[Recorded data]
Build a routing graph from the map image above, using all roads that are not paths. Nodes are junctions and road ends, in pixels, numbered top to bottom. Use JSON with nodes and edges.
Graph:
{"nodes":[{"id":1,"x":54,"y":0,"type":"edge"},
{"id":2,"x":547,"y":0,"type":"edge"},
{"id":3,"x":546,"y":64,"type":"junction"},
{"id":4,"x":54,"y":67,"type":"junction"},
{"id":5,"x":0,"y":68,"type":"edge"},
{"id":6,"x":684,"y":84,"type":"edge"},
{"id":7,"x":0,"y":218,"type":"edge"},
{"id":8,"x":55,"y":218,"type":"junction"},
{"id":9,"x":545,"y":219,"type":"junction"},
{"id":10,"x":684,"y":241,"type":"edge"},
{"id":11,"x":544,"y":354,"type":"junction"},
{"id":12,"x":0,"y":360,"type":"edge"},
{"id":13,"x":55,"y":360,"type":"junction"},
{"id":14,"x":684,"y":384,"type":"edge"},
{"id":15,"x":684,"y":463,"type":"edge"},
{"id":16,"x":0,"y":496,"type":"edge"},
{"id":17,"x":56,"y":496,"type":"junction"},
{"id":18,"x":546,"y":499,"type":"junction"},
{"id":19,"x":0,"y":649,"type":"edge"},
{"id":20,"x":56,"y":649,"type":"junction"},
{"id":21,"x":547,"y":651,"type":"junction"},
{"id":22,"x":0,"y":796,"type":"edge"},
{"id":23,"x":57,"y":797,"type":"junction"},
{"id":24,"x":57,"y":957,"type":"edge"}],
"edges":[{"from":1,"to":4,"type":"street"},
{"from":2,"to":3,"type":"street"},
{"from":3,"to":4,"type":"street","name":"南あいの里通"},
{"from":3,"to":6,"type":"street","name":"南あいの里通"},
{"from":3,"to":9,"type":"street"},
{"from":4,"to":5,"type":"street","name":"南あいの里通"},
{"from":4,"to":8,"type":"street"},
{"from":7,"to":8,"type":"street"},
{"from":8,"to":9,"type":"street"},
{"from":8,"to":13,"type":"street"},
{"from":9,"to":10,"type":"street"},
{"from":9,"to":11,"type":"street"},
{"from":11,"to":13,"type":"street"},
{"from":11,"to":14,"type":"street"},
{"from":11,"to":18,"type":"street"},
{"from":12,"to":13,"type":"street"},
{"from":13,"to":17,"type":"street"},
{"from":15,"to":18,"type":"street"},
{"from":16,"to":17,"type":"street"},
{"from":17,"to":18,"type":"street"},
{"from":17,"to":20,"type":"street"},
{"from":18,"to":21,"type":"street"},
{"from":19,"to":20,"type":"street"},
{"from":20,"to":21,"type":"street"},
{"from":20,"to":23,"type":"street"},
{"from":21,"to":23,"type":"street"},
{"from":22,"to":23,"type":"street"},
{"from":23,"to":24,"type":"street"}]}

## What is expected
Please return every line of the records that contains the word "name".

## Completed exercise
{"from":3,"to":4,"type":"street","name":"南あいの里通"},
{"from":3,"to":6,"type":"street","name":"南あいの里通"},
{"from":4,"to":5,"type":"street","name":"南あいの里通"},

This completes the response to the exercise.